3. As reservas poderão ser retiradas a qualquer momento por uma notificação endereçada com esse objeto ao Secretariado Geral. Tal notificação surtirá efeito na data de seu recebimento.
ARTIGO XXI
Qualquer Estado Parte poderá denunciar esta Convenção mediante notificação escrita endereçada ao Secretário Geral da Organização das Nações Unidas. A denúncia surtirá efeito um ano após a data do recebimento da notificação pelo Secretário Geral.
ARTIGO XXII
Qualquer Controvérsia entre dois ou mais Estados Partes relativa à interpretação ou aplicação desta Convenção, que não for resolvida por negociação ou pelos processos previstos expressamente nesta Convenção, será, pedido de qualquer das Partes na controvérsia, submetida à decisão da Corte Internacional de Justiça a não ser que os litigantes concordem em outro meio de solução.
ARTIGO XXIII
1. Qualquer estado Parte poderá formular a qualquer
momento um pedido de revisão da presente Convenção, mediante notificação
escrita endereçada ao Secretário Geral das Nações Unidas.
2. A Assembléia Geral decidirá a respeito das medidas a serem tomadas, caso for necessário, sobre o pedido.
ARTIGO XXIV
O Secretário Geral da Organização das nações unidas
comunicará a todos os estados mencionados no 1.° do Artigo 17 desta Convenção.
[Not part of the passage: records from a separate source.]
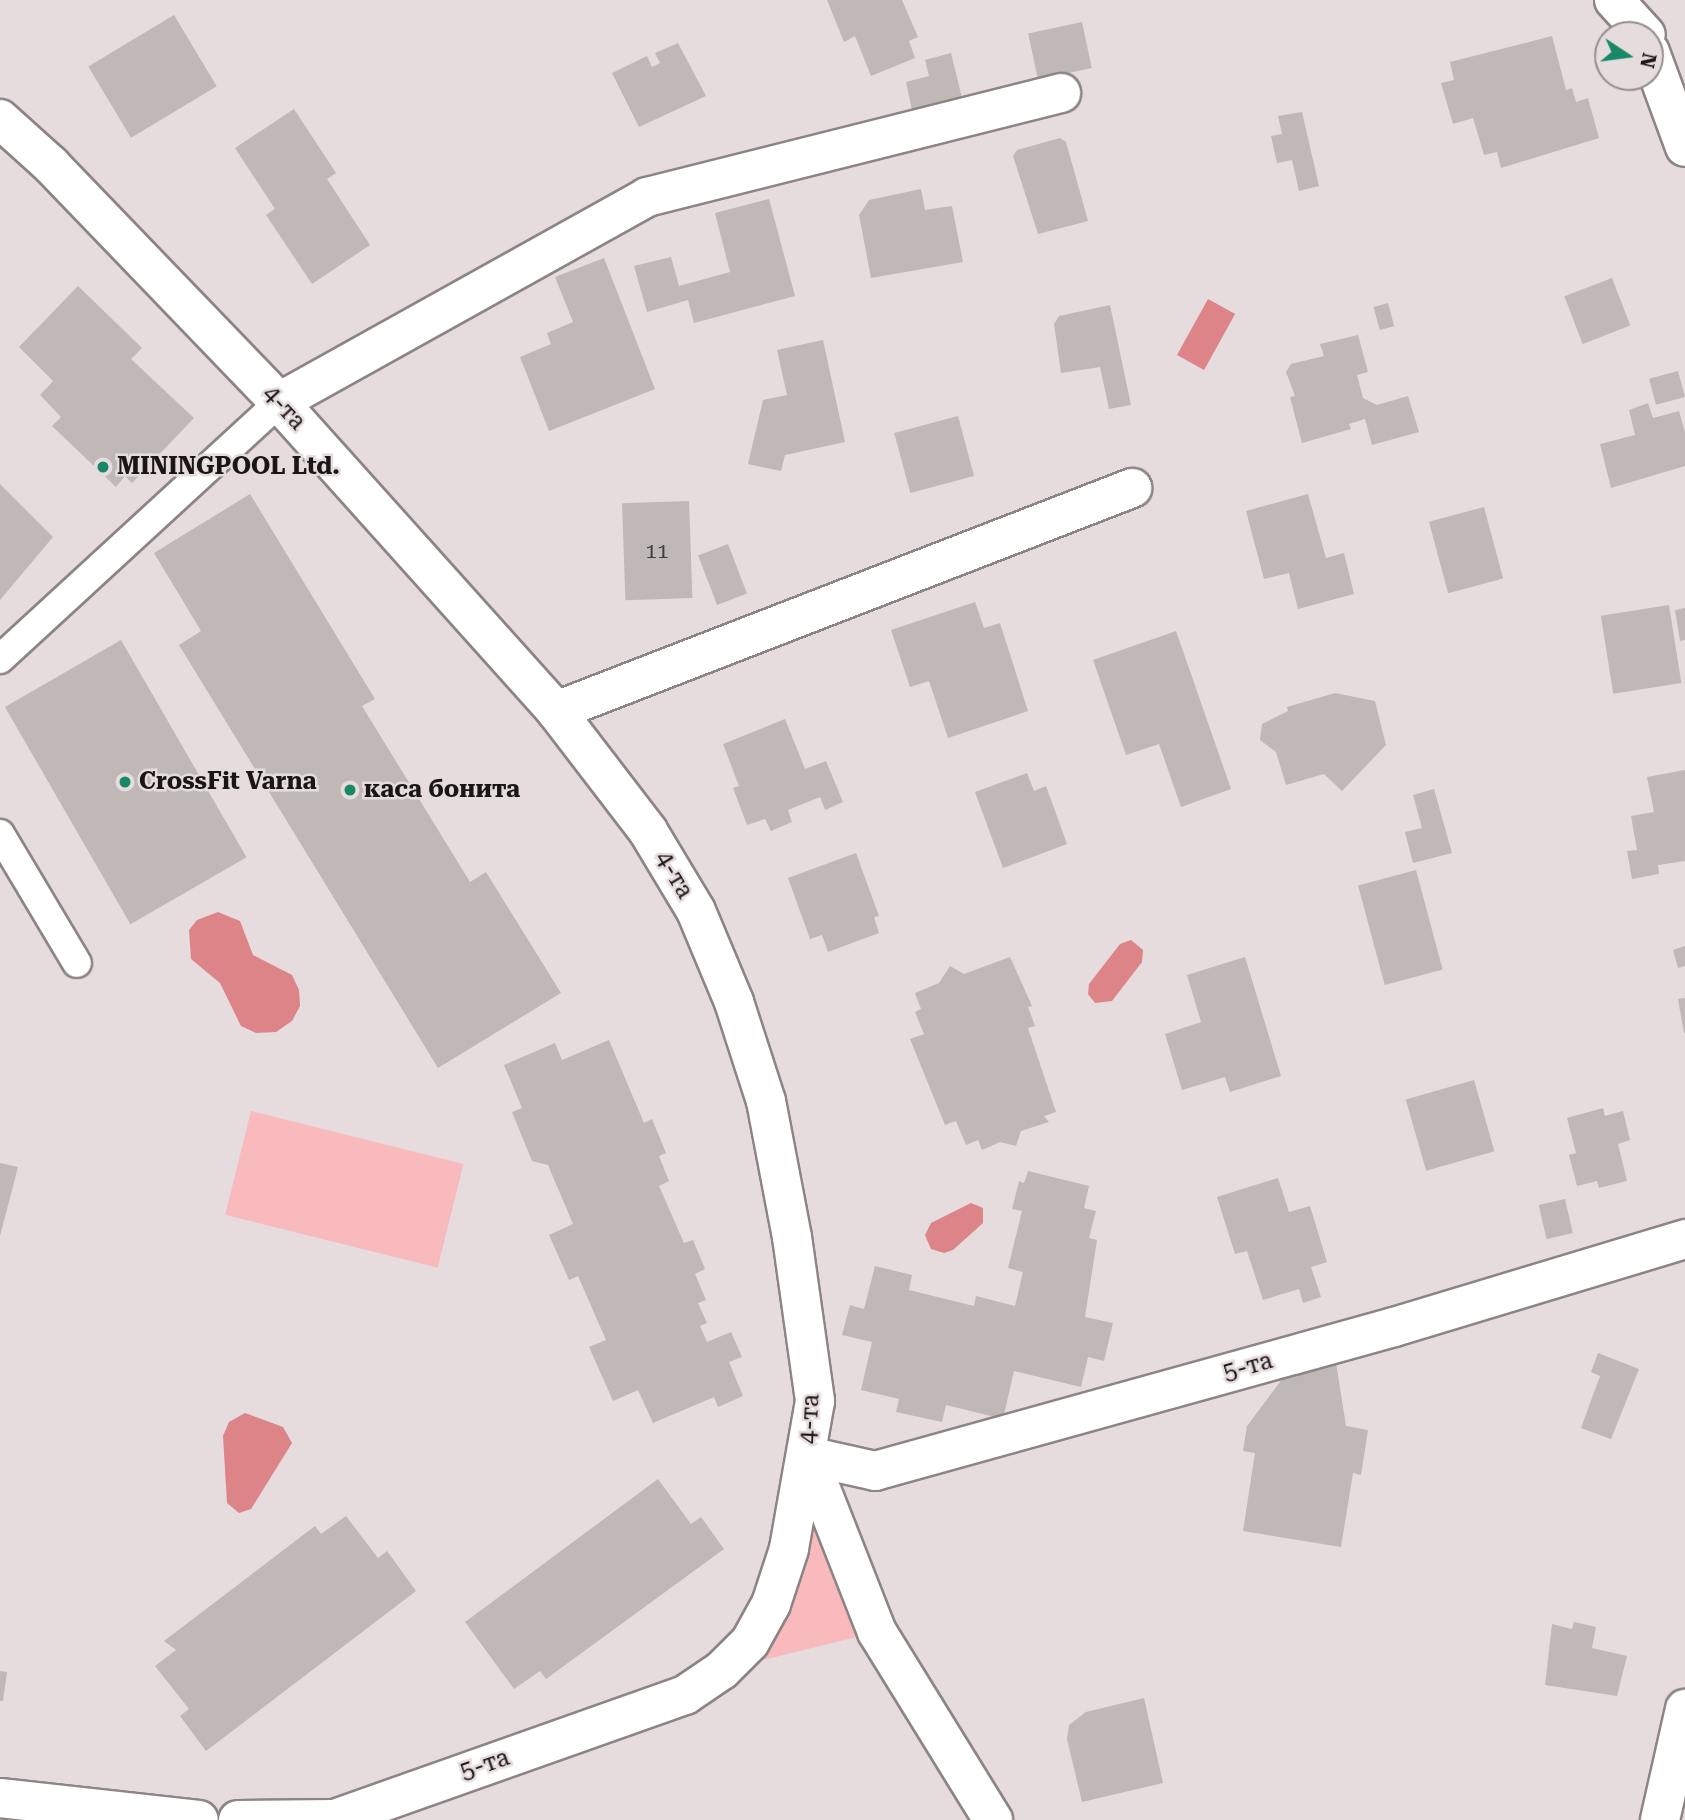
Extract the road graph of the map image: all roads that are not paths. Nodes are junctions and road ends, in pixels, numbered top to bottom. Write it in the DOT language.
graph roads {
  1 [pos="1614,0"];
  2 [pos="1632,21"];
  3 [pos="1664,54"];
  4 [pos="1685,74"];
  5 [pos="1664,87"];
  6 [pos="1061,93"];
  7 [pos="0,119"];
  8 [pos="1685,147"];
  9 [pos="279,402"];
  10 [pos="1132,488"];
  11 [pos="0,660"];
  12 [pos="556,710"];
  13 [pos="0,834"];
  14 [pos="77,963"];
  15 [pos="1685,1239"];
  16 [pos="808,1456"];
  17 [pos="1685,1709"];
  18 [pos="0,1798"];
  19 [pos="335,1819"];
  20 [pos="199,1820"];
  21 [pos="238,1820"];
  22 [pos="993,1820"];
  23 [pos="1660,1820"];
  1 -- 2 [label="street"];
  3 -- 4 [label="street"];
  5 -- 8 [label="street"];
  6 -- 9 [label="street"];
  7 -- 9 [label="street, 4-та"];
  9 -- 11 [label="lane"];
  9 -- 12 [label="street, 4-та"];
  10 -- 12 [label="street"];
  12 -- 16 [label="street, 4-та"];
  13 -- 14 [label="lane"];
  15 -- 16 [label="street, 5-та"];
  16 -- 19 [label="street, 5-та"];
  16 -- 22 [label="street, 4-та"];
  17 -- 23 [label="street"];
  18 -- 20 [label="street"];
  19 -- 21 [label="street, 5-та"];
}
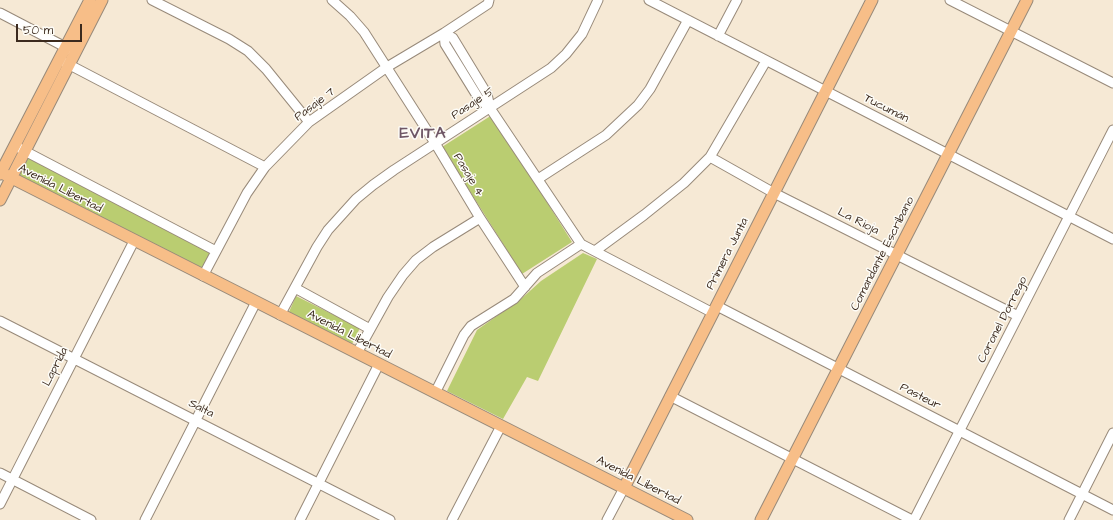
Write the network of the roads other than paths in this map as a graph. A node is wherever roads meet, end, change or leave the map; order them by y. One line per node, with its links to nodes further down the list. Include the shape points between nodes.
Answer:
1 (90, 0): 17 (main road)
2 (102, 0): 17 (main road)
3 (152, 0): 24 (street, via 228,38 248,51)
4 (332, 0): 20 (street, Pasaje 4, via 364,32)
5 (598, 0): 23 (street, Pasaje 5, via 582,34 566,54 551,68)
6 (648, 0): 13 (street, Tucumán)
7 (737, 0): 16 (street)
8 (872, 0): 22 (main road, Primera Junta)
9 (950, 0): 14 (street)
10 (1026, 0): 14 (main road, Comandante Escribano)
11 (490, 1): 15 (street, Pasaje 7)
12 (0, 13): 17 (street)
13 (688, 20): 16 (street, Tucumán); 34 (street, via 650,90 638,106 606,135)
14 (1011, 31): 21 (street); 29 (main road, Comandante Escribano)
15 (444, 33): 20 (street, Pasaje 7); 23 (street, via 445,44 479,99)
16 (718, 36): 18 (street, Tucumán)
17 (70, 50): 19 (main road)
18 (766, 61): 22 (street, Tucumán); 30 (street)
19 (64, 62): 27 (main road); 28 (main road); 31 (street)
20 (388, 68): 24 (street, Pasaje 7); 26 (street, Pasaje 4)
21 (1113, 83)
22 (826, 91): 29 (street, Tucumán); 35 (main road, Primera Junta)
23 (490, 108): 26 (street, Pasaje 5); 34 (street)
24 (309, 122): 31 (street, Pasaje 7)
25 (1113, 130): 37 (street, Coronel Dorrego)
26 (435, 143): 38 (street, Pasaje 4); 47 (street, Pasaje 5, via 373,185 341,215 317,247)
27 (15, 145): 28 (street); 32 (main road)
28 (25, 151): 33 (main road); 42 (street)
29 (948, 154): 37 (street, Tucumán); 44 (main road, Comandante Escribano)
30 (710, 157): 35 (street, La Rioja); 43 (street, via 684,183)
31 (265, 167): 42 (street, Pasaje 7, via 247,193)
32 (0, 173): 33 (main road, Avenida Libertad)
33 (11, 178): 36 (main road); 40 (main road, Avenida Libertad)
34 (538, 179): 41 (street)
35 (774, 193): 44 (street, La Rioja); 49 (main road, Primera Junta)
36 (0, 200)
37 (1069, 216): 39 (street, Tucumán); 51 (street, Coronel Dorrego)
38 (480, 218): 46 (street, Pasaje 4); 53 (street, via 416,260 388,297)
39 (1113, 238)
40 (134, 241): 45 (main road, Avenida Libertad); 55 (street, Laprida)
41 (581, 244): 43 (street, Pasteur); 46 (street, via 537,273)
42 (216, 251): 45 (street, Pasaje 7)
43 (595, 252): 49 (street, Pasteur)
44 (897, 255): 51 (street, La Rioja); 57 (main road, Comandante Escribano)
45 (203, 276): 48 (main road, Avenida Libertad)
46 (525, 287): 58 (street, via 514,299 471,326)
47 (295, 288): 50 (street, Pasaje 5); 53 (street)
48 (256, 302): 50 (main road, Avenida Libertad); 60 (street)
49 (715, 309): 57 (street, Pasteur); 59 (main road, Primera Junta)
50 (280, 315): 54 (main road, Avenida Libertad)
51 (1018, 316): 62 (street, Coronel Dorrego)
52 (0, 321): 55 (street, Salta)
53 (370, 329): 54 (street)
54 (357, 353): 56 (main road, Avenida Libertad)
55 (74, 358): 60 (street, Salta); 66 (street, Laprida)
56 (379, 364): 58 (main road, Avenida Libertad); 67 (street)
57 (839, 368): 62 (street, Pasteur); 64 (main road, Comandante Escribano)
58 (435, 393): 61 (main road, Avenida Libertad)
59 (670, 396): 64 (street); 68 (main road, Primera Junta)
60 (196, 420): 67 (street, Salta); 73 (street)
61 (501, 426): 68 (main road, Avenida Libertad); 76 (street)
62 (960, 431): 69 (street, Pasteur); 80 (street, Coronel Dorrego)
63 (1113, 433): 69 (street)
64 (793, 459): 79 (main road, Comandante Escribano); 80 (street)
65 (0, 473): 66 (street)
66 (13, 479): 70 (street, Laprida); 72 (street)
67 (318, 483): 74 (street); 75 (street, Salta)
68 (624, 488): 77 (street, Primera Junta); 78 (main road, Avenida Libertad)
69 (1082, 494): 71 (street, Pasteur); 81 (street)
70 (0, 504)
71 (1113, 510)
72 (91, 520)
73 (144, 520)
74 (300, 520)
75 (390, 520)
76 (452, 520)
77 (607, 520)
78 (687, 520)
79 (761, 520)
80 (913, 520)
81 (1069, 520)

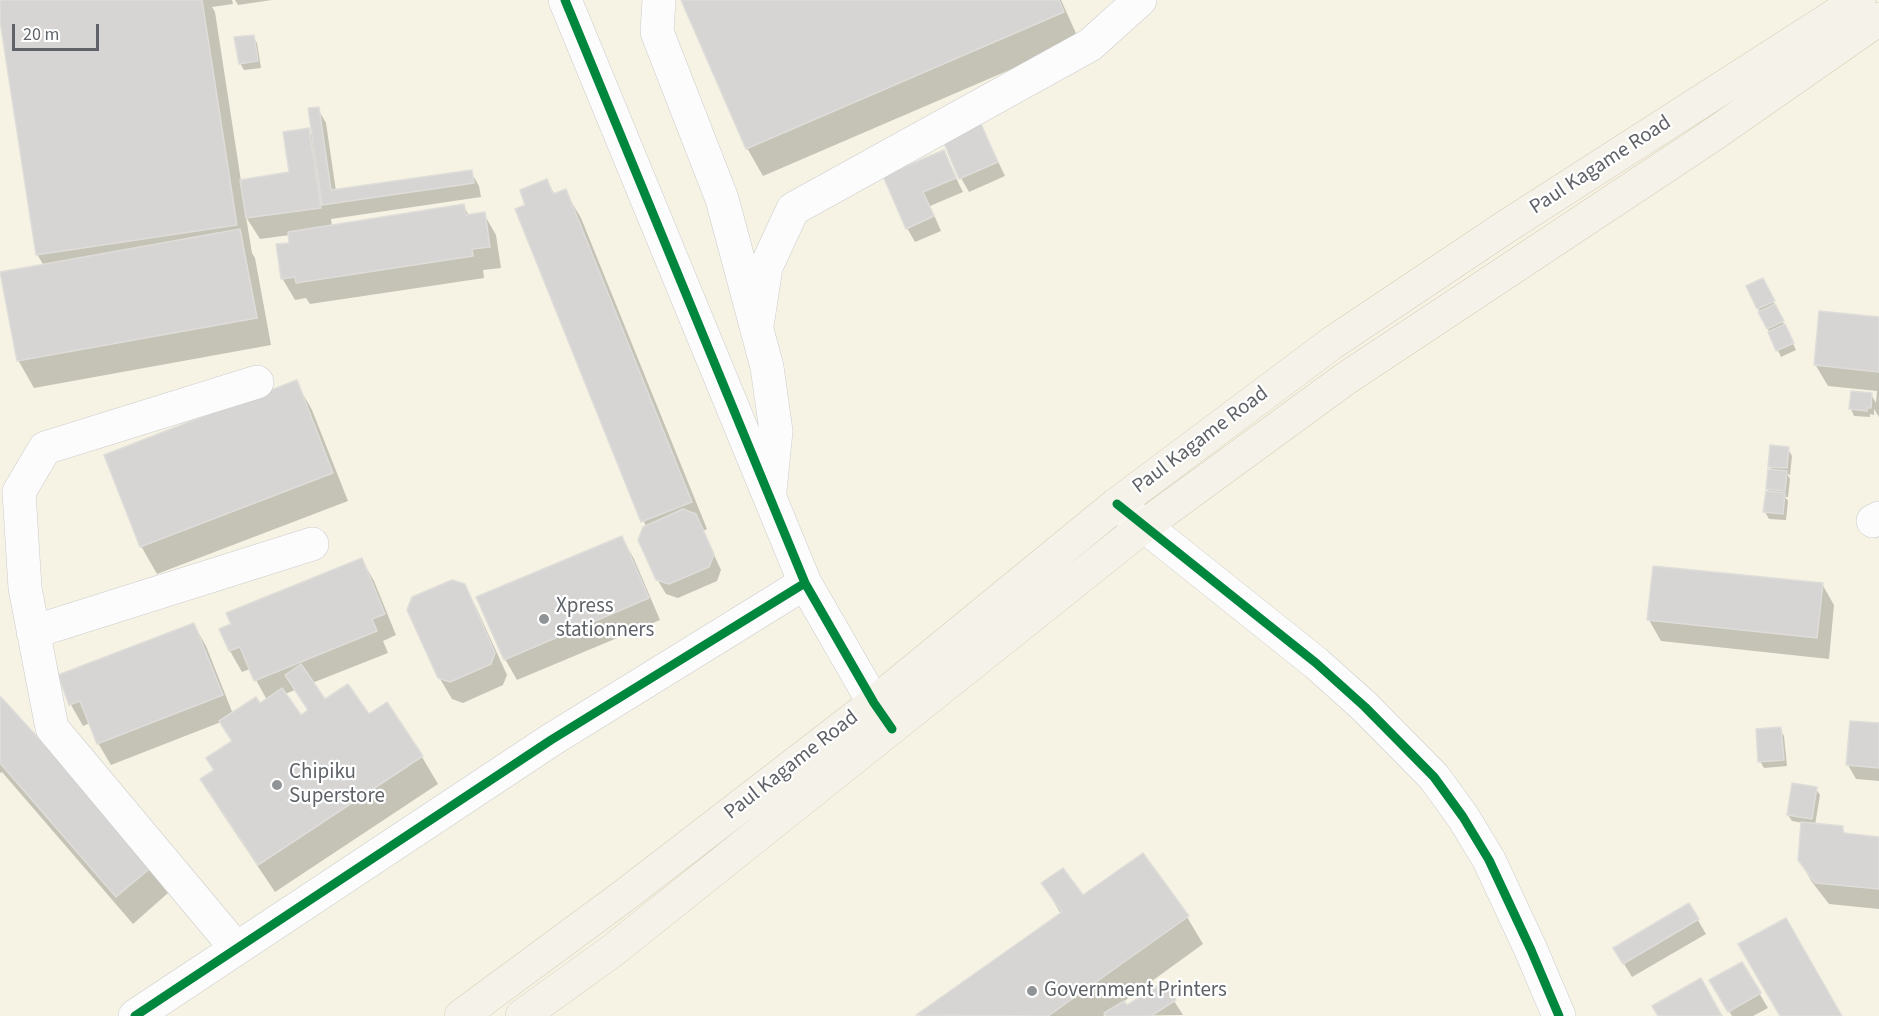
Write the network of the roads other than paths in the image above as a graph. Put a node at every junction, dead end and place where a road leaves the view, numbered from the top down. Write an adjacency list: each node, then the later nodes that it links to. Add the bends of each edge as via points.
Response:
1 (565, 0): 8 (street)
2 (659, 0): 6 (street, via 657,32 723,199)
3 (1140, 0): 6 (street, via 1090,45 793,209 766,267)
4 (1859, 0): 9 (main road, Paul Kagame Road, via 1332,343)
5 (1879, 19): 10 (main road, via 1714,134 1345,379)
6 (758, 326): 8 (street, via 776,431)
7 (257, 382): 13 (street, via 45,448 18,492 25,588)
8 (769, 496): 12 (street)
9 (1117, 504): 10 (street); 14 (main road, Paul Kagame Road)
10 (1144, 526): 14 (main road); 19 (street, via 1316,663 1434,777 1489,860)
11 (312, 544): 13 (street)
12 (805, 583): 14 (street); 15 (street, via 551,740)
13 (33, 632): 15 (street, via 52,728)
14 (883, 716): 17 (main road, Paul Kagame Road); 18 (main road, via 612,951)
15 (236, 948): 16 (street)
16 (135, 1016)
17 (461, 1016)
18 (522, 1016)
19 (1559, 1016)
a) as assinaturas e os depósitos de instrumentos de ratificação e de
adesão de conformidade com os artigos 17 e 18;
b) a data em que a presente Convenção entrar em vigor,
de conformidade com o artigo 19;
c) as comunicações e declarações recebidas de
conformidade com os artigos14, 20 e 23.
d) as denúncias feitas de conformidade com o artigo 21.
ARTIGO XXV
1. Esta Convenção, cujos textos em chinês, espanhol,
francês e inglês e russo são igualmente autênticos será depositada nos arquivos
das Nações Unidas
2. O Secretário Geral das Nações Unidas enviará cópias
autenticadas desta Convenção a todos os Estados pertencentes a qualquer uma das
categorias mencionadas no 1.° do artigo 17.
Em fé do que os abaixo assinados devidamente autorizados por seus Governos assinaram a presente Convenção que foi aberta a assinatura em Nova York a 7 de março de 1966.